Knowledge-based Engineering: catturare e rielaborare ingegneristicamente prodotti e processi del sapere

Il Dizionario della Digitalizzazione: K come Knowledge-based Engineering

Simone Garagnani - Ingegnere Ph.D. - Università di Bologna - Coordinatore scientifico di BIM Foundation 07/08/2018 481

INGENIO  lancia la rubrica "Il Dizionario della Digitalizzazione" a cura di Simone Garagnani, si tratta di brevi articoli con l’obiettivo di riflettere o di approfondire o ancora di guardare da un punto di vista diverso  termini ormai entrati nel linguaggio corrente e che a volte si utilizzano senza valutarne il reale significato.

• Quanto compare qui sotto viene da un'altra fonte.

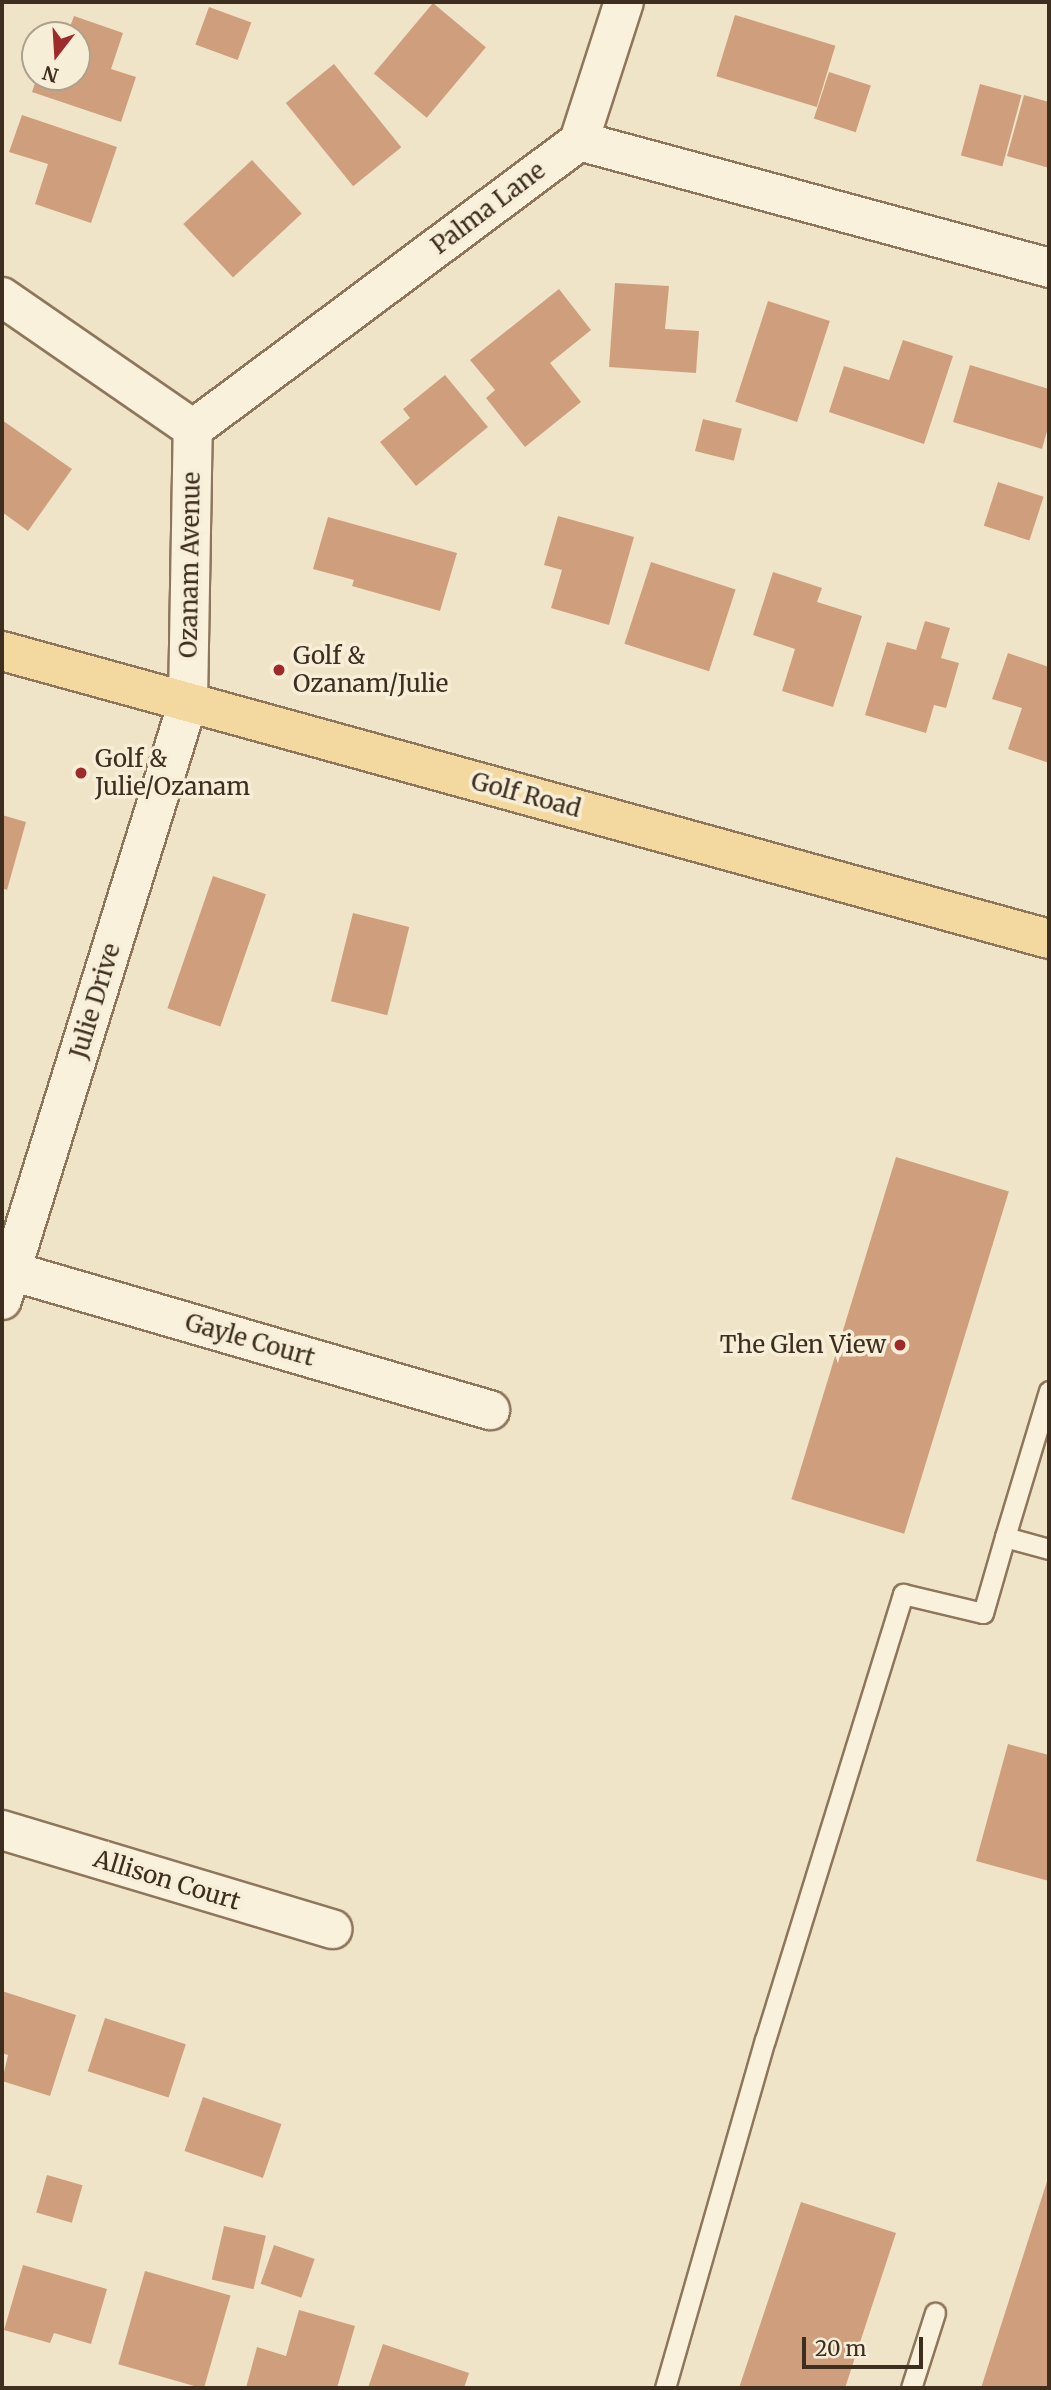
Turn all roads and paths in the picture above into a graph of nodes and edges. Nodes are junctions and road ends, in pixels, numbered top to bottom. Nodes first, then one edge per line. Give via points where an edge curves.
1 (624, 2) edge
2 (579, 141) junction
3 (1049, 268) edge
4 (2, 297) edge
5 (192, 429) junction
6 (2, 651) edge
7 (188, 702) junction
8 (1049, 939) edge
9 (6, 1286) edge
10 (1049, 1391) edge
11 (490, 1409) dead end
12 (1005, 1537) junction
13 (1049, 1549) edge
14 (2, 1830) edge
15 (332, 1929) dead end
16 (935, 2313) dead end
17 (665, 2388) edge
18 (911, 2388) edge

1 - 2 street
2 - 3 street
2 - 5 street, Palma Lane
4 - 5 street
5 - 7 street, Ozanam Avenue
6 - 7 main road, Golf Road
7 - 8 main road, Golf Road
7 - 9 street, Julie Drive
9 - 11 street, Gayle Court
10 - 12 lane
12 - 13 lane
12 - 17 lane via 983,1612 903,1594 765,2040
14 - 15 street, Allison Court
16 - 18 lane

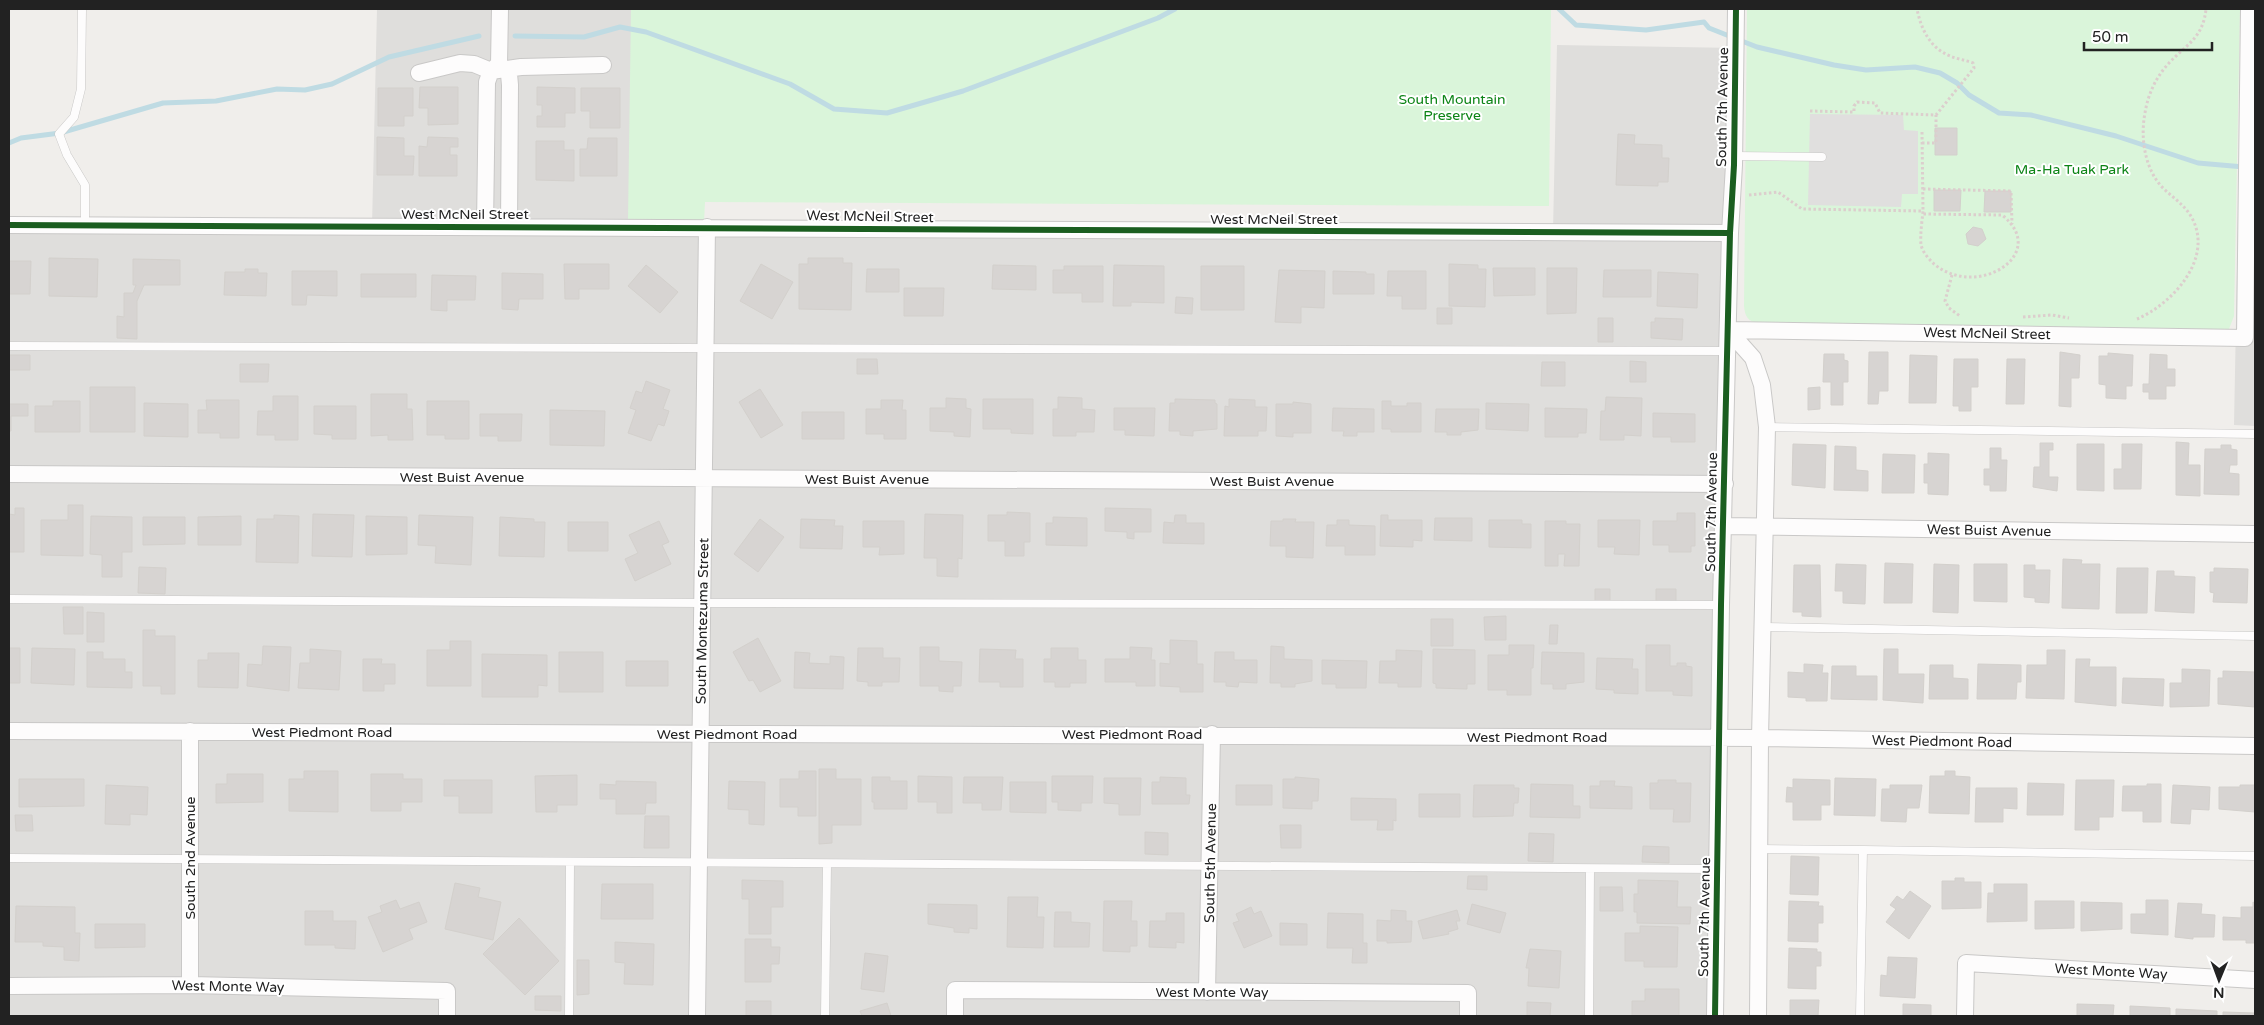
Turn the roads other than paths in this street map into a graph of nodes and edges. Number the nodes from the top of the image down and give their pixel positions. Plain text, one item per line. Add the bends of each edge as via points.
1 (82, 9) edge
2 (500, 9) edge
3 (1736, 9) edge
4 (2249, 9) edge
5 (603, 65) dead end
6 (498, 68) junction
7 (419, 73) dead end
8 (2252, 112) edge
9 (1734, 156) junction
10 (1822, 157) dead end
11 (9, 224) edge
12 (85, 225) junction
13 (485, 226) junction
14 (509, 226) junction
15 (708, 227) junction
16 (1730, 233) junction
17 (2250, 269) edge
18 (1728, 330) junction
19 (9, 346) edge
20 (706, 349) junction
21 (1727, 351) junction
22 (1767, 427) junction
23 (2255, 434) edge
24 (9, 474) edge
25 (704, 478) junction
26 (1725, 484) junction
27 (1724, 526) junction
28 (1764, 527) junction
29 (2255, 534) edge
30 (9, 599) edge
31 (702, 604) junction
32 (1721, 605) junction
33 (1763, 627) junction
34 (2255, 636) edge
35 (9, 731) edge
36 (190, 731) junction
37 (700, 734) junction
38 (1212, 734) junction
39 (1760, 738) junction
40 (1720, 739) junction
41 (2255, 746) edge
42 (1760, 849) junction
43 (1863, 850) junction
44 (2255, 856) edge
45 (9, 858) edge
46 (190, 859) junction
47 (570, 862) junction
48 (700, 864) junction
49 (827, 864) junction
50 (1210, 866) junction
51 (1590, 869) junction
52 (1717, 869) junction
53 (2255, 980) edge
54 (190, 985) junction
55 (9, 986) edge
56 (1207, 992) junction
57 (447, 1016) edge
58 (569, 1016) edge
59 (697, 1016) edge
60 (825, 1016) edge
61 (955, 1016) edge
62 (1468, 1016) edge
63 (1589, 1016) edge
64 (1715, 1016) edge
65 (1758, 1016) edge
66 (1860, 1016) edge
67 (1965, 1016) edge

1 - 12 lane via 81,89 74,117 59,134 85,185
2 - 6 street
3 - 9 street, South 7th Avenue
4 - 8 street
5 - 6 street
6 - 7 street via 460,63
6 - 13 street via 487,82
6 - 14 street via 509,74 510,85
8 - 17 street
9 - 10 lane
9 - 16 street, South 7th Avenue
11 - 12 street, West McNeil Street
12 - 13 street, West McNeil Street
13 - 14 street, West McNeil Street
14 - 15 street, West McNeil Street
15 - 16 street, West McNeil Street
15 - 20 street, South Montezuma Street
16 - 18 street, South 7th Avenue
17 - 18 street, West McNeil Street via 2245,338
18 - 21 street, South 7th Avenue
18 - 22 street via 1753,358 1762,385
19 - 20 lane
20 - 21 lane
20 - 25 street, South Montezuma Street
21 - 26 street, South 7th Avenue
22 - 23 lane
22 - 28 street
24 - 25 street, West Buist Avenue
25 - 26 street, West Buist Avenue
25 - 31 street, South Montezuma Street
26 - 27 street, South 7th Avenue
27 - 28 street, West Buist Avenue
27 - 32 street, South 7th Avenue
28 - 29 street, West Buist Avenue
28 - 33 street
30 - 31 lane
31 - 32 lane
31 - 37 street, South Montezuma Street
32 - 40 street, South 7th Avenue
33 - 34 lane
33 - 39 street
35 - 36 street, West Piedmont Road
36 - 37 street, West Piedmont Road
36 - 46 street, South 2nd Avenue
37 - 38 street, West Piedmont Road
37 - 48 street, South Montezuma Street
38 - 40 street, West Piedmont Road
38 - 50 street, South 5th Avenue
39 - 40 street, West Piedmont Road
39 - 41 street, West Piedmont Road
39 - 42 street
40 - 52 street, South 7th Avenue
42 - 43 lane
42 - 65 street
43 - 44 lane
43 - 66 lane
45 - 46 lane
46 - 47 lane
46 - 54 street, South 2nd Avenue
47 - 48 lane
47 - 58 lane
48 - 49 lane
48 - 59 street, South Montezuma Street
49 - 50 lane
49 - 60 lane
50 - 51 lane
50 - 56 street, South 5th Avenue
51 - 52 lane
51 - 63 lane
52 - 64 street, South 7th Avenue
53 - 67 street, West Monte Way via 1966,963
54 - 55 street, West Monte Way
54 - 57 street, West Monte Way via 447,990
56 - 61 street, West Monte Way via 955,990
56 - 62 street, West Monte Way via 1468,993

K come Knowledge-based Engineering

Retaggio di un approccio alla gestione delle informazioni per il manufacturing di fine anni Settanta, la Knowledge-base Engineering (KBE) è tornata alla ribalta in questi anni, in virtù di una spiccata attitudine a raccogliere, organizzare e riutilizzare le conoscenze tecniche necessarie per automatizzare consistenti porzioni del processo industriale, anche nelle costruzioni.
La KBE è una vera e propria disciplina che riunisce le tecnologie classiche nei database con la programmazione ad oggetti, l’intelligenza artificiale, il design computazionale e la più tradizionale rappresentazione CAD, con la quale molto spesso è stata confusa.
Per molti anni la KBE è stata appannaggio quasi esclusivo delle industrie ad alta competitività (aerospaziali e dell’automotive) ma l’avvento pervasivo della digitalizzazione anche negli altri comparti ne consente oggi uno sfruttamento molto più esteso e a livelli differenziati.

Nel documento intitolato Achieving Competitive Advantage through Knowledge-Based Engineering, a firma di Cooper, Fan e Li1, si leggono ordinatamente e per la prima volta le definizioni e un glossario di termini che puntano ad una descrizione completa della KBE. Questo documento fu voluto all’inizio di questo secolo dal British Department of Trade and Industry, con l’intento di chiarire i significati molteplici della KBE, orientata alla formulazione di nuove tecniche basate sulla digitalizzazione per sfruttare al massimo il potenziale dell’IT.
L’idea centrale della KBE è quella di combinare le informazioni, provenienti da una sorprendente varietà di fonti, per arrivare alla definizione di strategie produttive ottimizzate e frutto di automatismi e relazioni.

Gianfranco La Rocca2 definisce quindi la KBE come “una tecnologia basata sull’uso di programmi informatici dedicati (i KBE systems, o sistemi esperti) in grado di catturare e successivamente rielaborare ingegneristicamente prodotti e processi del sapere, al fine di ridurre tempi e costi nello sviluppo produttivo, avvalendosi di automatismi per svolgere compiti ripetitivi e non creativi, con il supporto multidisciplinare di varie fonti conoscitive durante tutto il ciclo produttivo”. Airbus, una delle aziende pioniere della KBE, considera ad esempio la disciplina come una vera e propria ingegneria del sapere.

In linea di massima, un sistema KBE funziona recependo come input tutti i dati necessari per lo sviluppo di una determinata mansione; applica successivamente regole (relazioni, consequenzialità, algoritmi) per arrivare al progetto di un sistema o di un componente senza o quasi il controllo passo per passo di una figura umana.
In architettura il processo è similare al generative design, che condensa in geometrie complesse le relazioni e le conoscenze che derivano dai campi più disparati del sapere: biologia, psicologia, neuroscienze, ecc…

Si intuisce quindi come gli strumenti dedicati sono strumenti complessi e non semplici tool di rappresentazione. I CAD per intenderci, sono ancora una volta solamente espressione grafica di un processing più ramificato, dove gli automatismi possono trarre dati di avvio da sensori (IoT), tabelle relazionali e archivi informativi, per gestire il dato ottimizzando nel tempo il risultato finale (da questo l’interesse per la KBE da parte dell’Intelligenza Artificiale più o meno estesa).


[1] S. Cooper, I. Fan, G. Li, Achieving competitive advantage through knowledge based engineering – a best practice guide, in: Department of Trade and Industry, 2001.

[2] N. Milton, G. La Rocca, KBE Systems, in: Sica (Ed.), Knowledge Technologies, Polimetrica, Monza, IT, 2008.